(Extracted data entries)
= Beginning of Section =

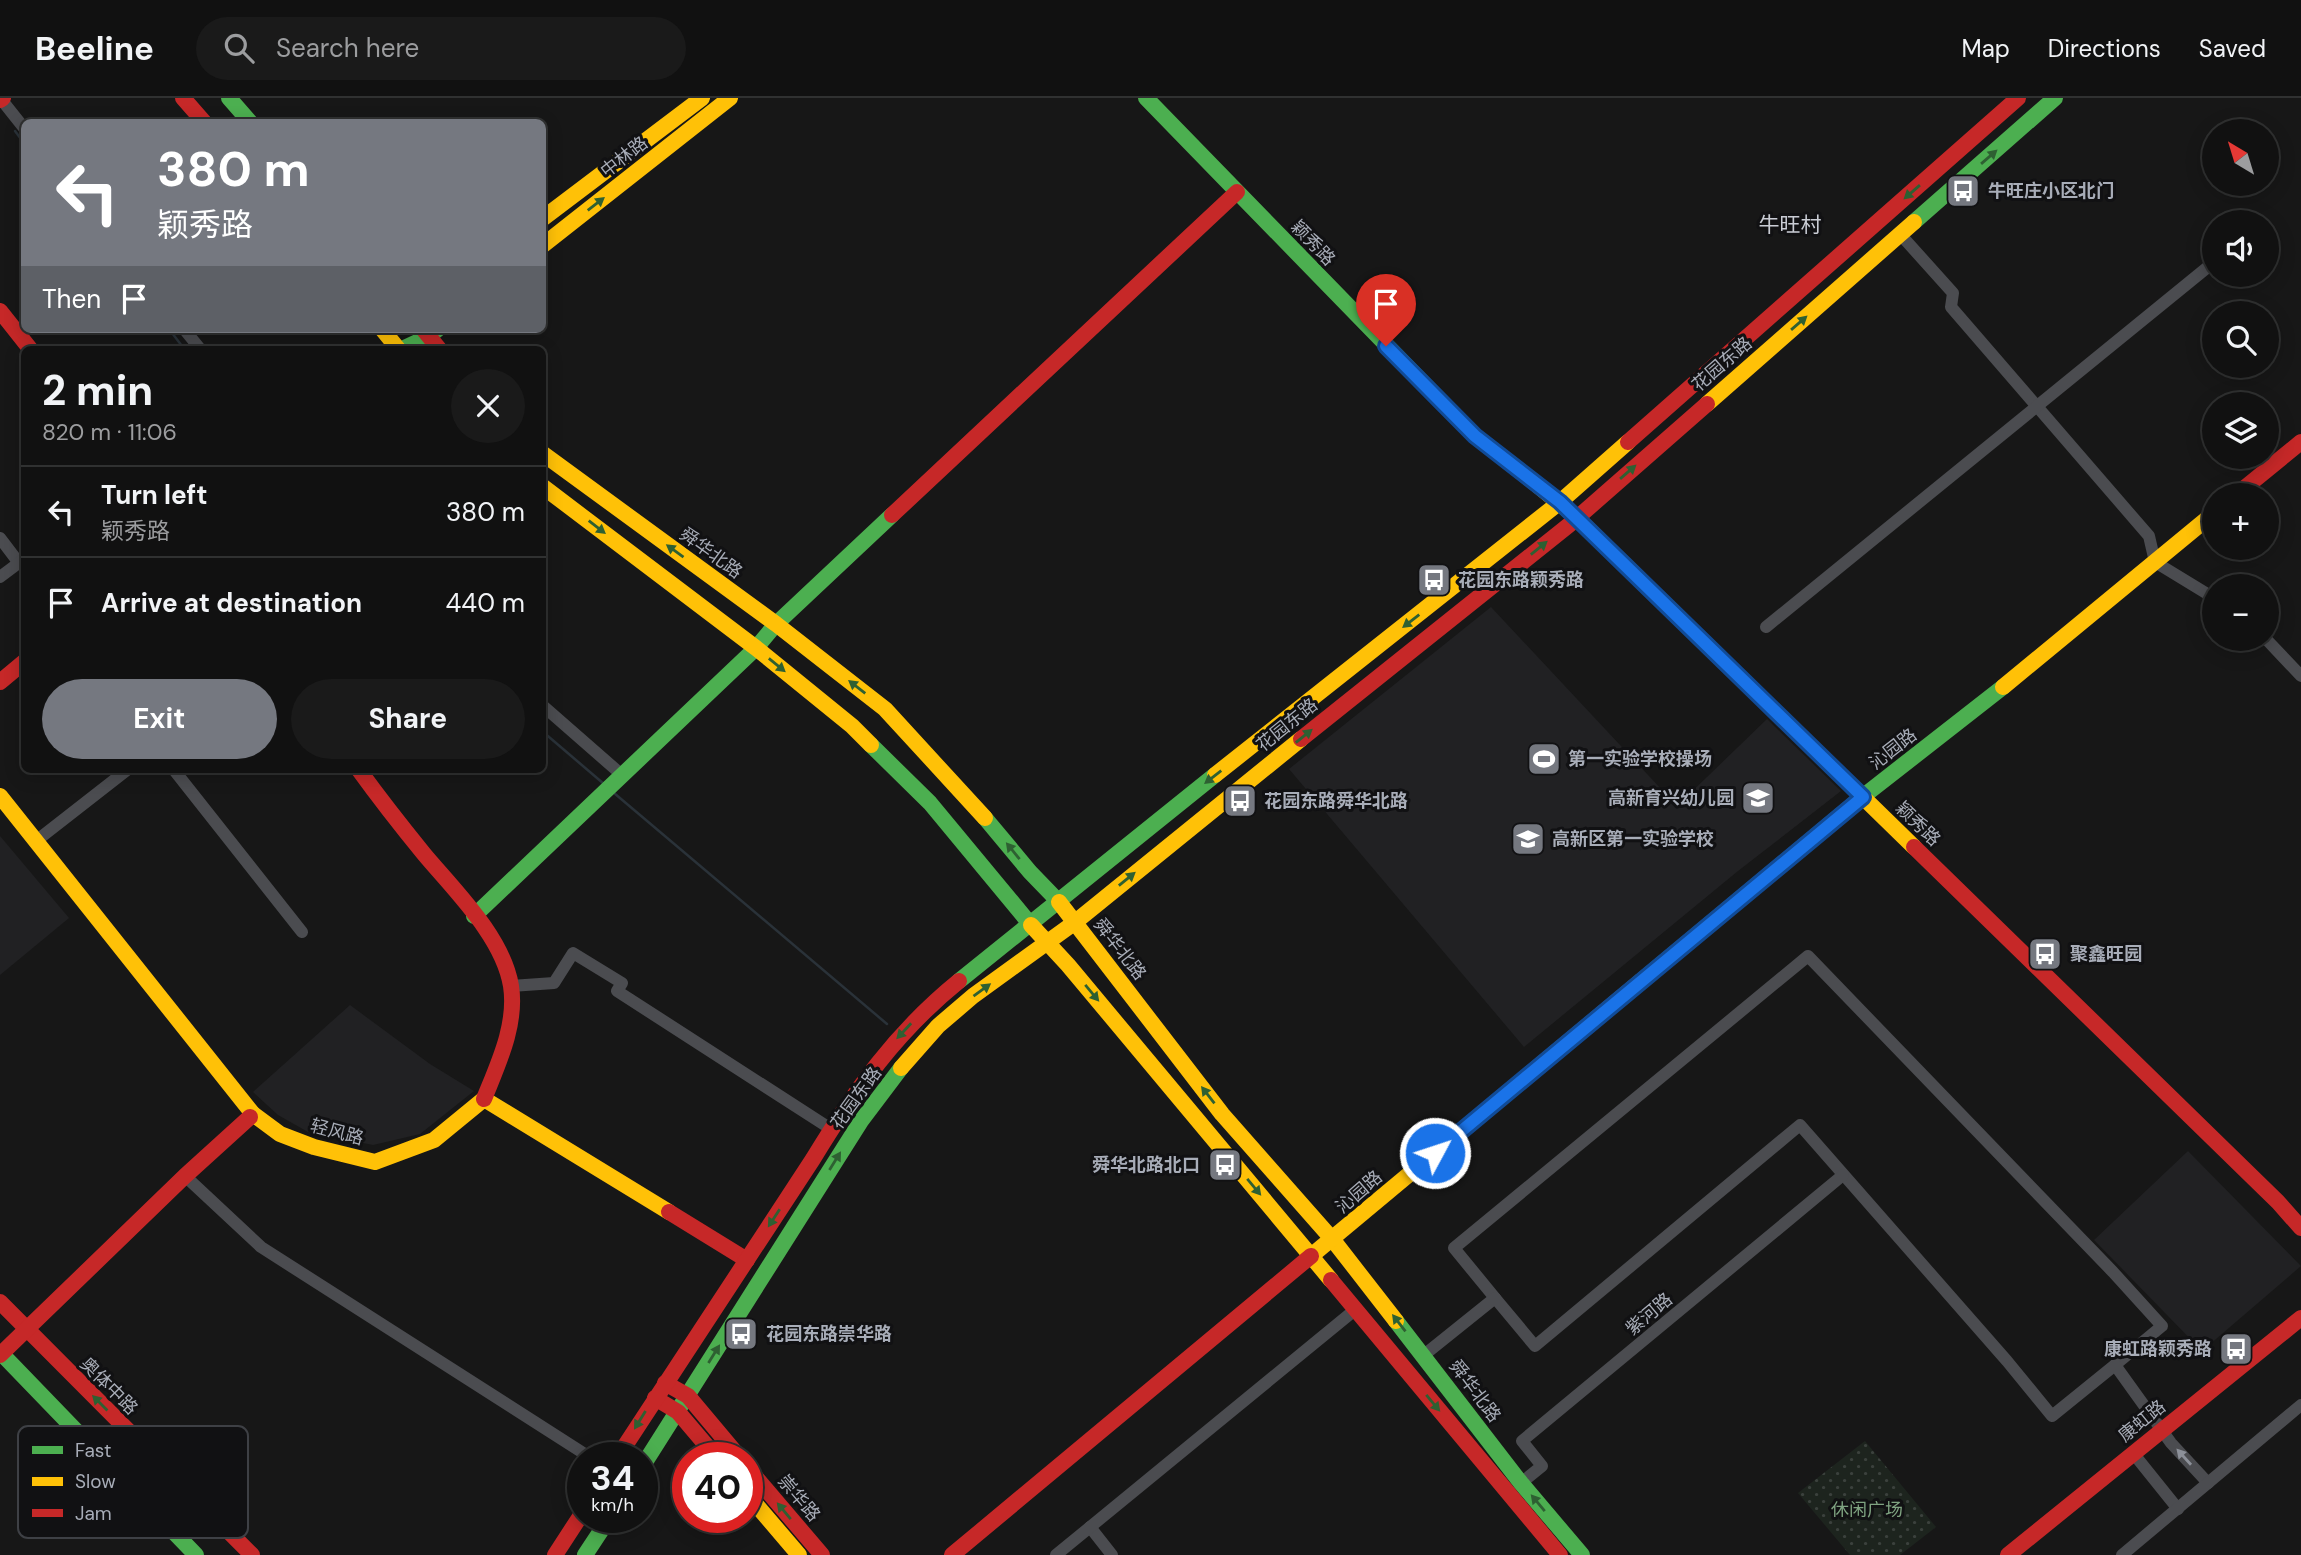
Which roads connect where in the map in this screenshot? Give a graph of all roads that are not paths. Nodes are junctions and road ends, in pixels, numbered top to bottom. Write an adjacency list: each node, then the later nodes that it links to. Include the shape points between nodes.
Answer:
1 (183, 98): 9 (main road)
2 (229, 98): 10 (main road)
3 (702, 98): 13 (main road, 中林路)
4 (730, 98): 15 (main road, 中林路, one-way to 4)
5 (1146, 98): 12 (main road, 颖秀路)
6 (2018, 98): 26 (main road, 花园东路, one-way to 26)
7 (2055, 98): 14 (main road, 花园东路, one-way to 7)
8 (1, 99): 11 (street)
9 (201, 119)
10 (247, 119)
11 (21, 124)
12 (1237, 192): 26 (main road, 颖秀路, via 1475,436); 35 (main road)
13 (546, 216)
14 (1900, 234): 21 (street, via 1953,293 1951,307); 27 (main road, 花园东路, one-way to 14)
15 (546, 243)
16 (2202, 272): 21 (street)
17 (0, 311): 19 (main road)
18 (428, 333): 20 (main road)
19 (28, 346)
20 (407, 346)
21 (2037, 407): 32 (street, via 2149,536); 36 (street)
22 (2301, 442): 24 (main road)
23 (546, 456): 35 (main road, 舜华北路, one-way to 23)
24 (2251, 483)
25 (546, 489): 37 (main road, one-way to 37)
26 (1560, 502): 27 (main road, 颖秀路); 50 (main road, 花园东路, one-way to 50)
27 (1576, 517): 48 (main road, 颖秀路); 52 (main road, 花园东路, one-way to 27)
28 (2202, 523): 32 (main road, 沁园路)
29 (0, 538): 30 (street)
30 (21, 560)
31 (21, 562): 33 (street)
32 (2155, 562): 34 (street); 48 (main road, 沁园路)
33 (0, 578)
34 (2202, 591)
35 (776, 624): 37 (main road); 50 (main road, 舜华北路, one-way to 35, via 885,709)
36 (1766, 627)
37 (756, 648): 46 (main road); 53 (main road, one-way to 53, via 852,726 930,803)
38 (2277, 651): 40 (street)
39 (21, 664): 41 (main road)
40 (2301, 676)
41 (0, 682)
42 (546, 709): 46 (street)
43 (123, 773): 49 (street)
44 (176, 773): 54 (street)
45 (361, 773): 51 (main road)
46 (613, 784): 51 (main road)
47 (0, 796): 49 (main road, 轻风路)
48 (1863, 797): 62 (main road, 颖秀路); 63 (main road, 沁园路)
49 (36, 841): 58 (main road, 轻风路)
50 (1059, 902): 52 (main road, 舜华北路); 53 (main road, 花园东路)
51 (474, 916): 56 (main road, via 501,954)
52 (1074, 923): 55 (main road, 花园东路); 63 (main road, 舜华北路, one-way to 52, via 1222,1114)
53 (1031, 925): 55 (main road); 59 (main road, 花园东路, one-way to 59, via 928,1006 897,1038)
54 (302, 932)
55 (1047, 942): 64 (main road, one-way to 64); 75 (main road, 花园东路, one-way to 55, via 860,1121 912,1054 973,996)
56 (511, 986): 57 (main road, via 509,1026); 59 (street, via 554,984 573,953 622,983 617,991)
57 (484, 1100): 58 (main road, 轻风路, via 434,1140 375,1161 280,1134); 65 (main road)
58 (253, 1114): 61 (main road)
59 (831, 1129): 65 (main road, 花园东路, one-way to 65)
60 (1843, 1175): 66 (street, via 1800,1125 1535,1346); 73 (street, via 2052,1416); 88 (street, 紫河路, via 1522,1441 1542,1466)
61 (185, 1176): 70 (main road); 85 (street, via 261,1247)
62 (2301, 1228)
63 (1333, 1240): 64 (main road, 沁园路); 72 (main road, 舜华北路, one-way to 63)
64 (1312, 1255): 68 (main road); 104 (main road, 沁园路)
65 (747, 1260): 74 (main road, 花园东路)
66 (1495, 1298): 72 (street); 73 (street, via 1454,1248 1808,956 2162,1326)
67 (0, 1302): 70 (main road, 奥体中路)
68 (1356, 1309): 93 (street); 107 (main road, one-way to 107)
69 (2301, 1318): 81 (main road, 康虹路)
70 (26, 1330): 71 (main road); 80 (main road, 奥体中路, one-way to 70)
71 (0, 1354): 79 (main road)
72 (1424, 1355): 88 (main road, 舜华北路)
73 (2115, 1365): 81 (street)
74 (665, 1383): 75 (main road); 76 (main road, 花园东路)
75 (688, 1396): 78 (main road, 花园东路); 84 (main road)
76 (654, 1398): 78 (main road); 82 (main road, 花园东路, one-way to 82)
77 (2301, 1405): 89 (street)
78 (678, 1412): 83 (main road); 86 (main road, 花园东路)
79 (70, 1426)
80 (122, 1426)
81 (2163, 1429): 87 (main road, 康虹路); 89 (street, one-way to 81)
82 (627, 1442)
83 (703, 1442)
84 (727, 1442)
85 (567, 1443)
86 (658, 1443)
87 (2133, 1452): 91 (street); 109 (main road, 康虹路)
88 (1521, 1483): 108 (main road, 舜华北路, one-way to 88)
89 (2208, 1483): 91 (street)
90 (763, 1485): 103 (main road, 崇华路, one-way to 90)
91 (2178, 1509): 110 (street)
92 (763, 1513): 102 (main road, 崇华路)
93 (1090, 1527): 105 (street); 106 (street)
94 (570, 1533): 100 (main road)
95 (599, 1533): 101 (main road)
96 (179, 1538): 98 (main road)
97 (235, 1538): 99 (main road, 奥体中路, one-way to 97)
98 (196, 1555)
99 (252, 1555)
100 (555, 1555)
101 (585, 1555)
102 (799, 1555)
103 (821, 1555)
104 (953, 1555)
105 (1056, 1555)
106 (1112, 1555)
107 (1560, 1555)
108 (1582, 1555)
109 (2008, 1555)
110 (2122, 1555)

= End of Section =

### PROBLEM TO SOLVE
"奥体中路" is the word to look for; copy every line of the data that has it.

### WORKED SOLUTION
67 (0, 1302): 70 (main road, 奥体中路)
70 (26, 1330): 71 (main road); 80 (main road, 奥体中路, one-way to 70)
97 (235, 1538): 99 (main road, 奥体中路, one-way to 97)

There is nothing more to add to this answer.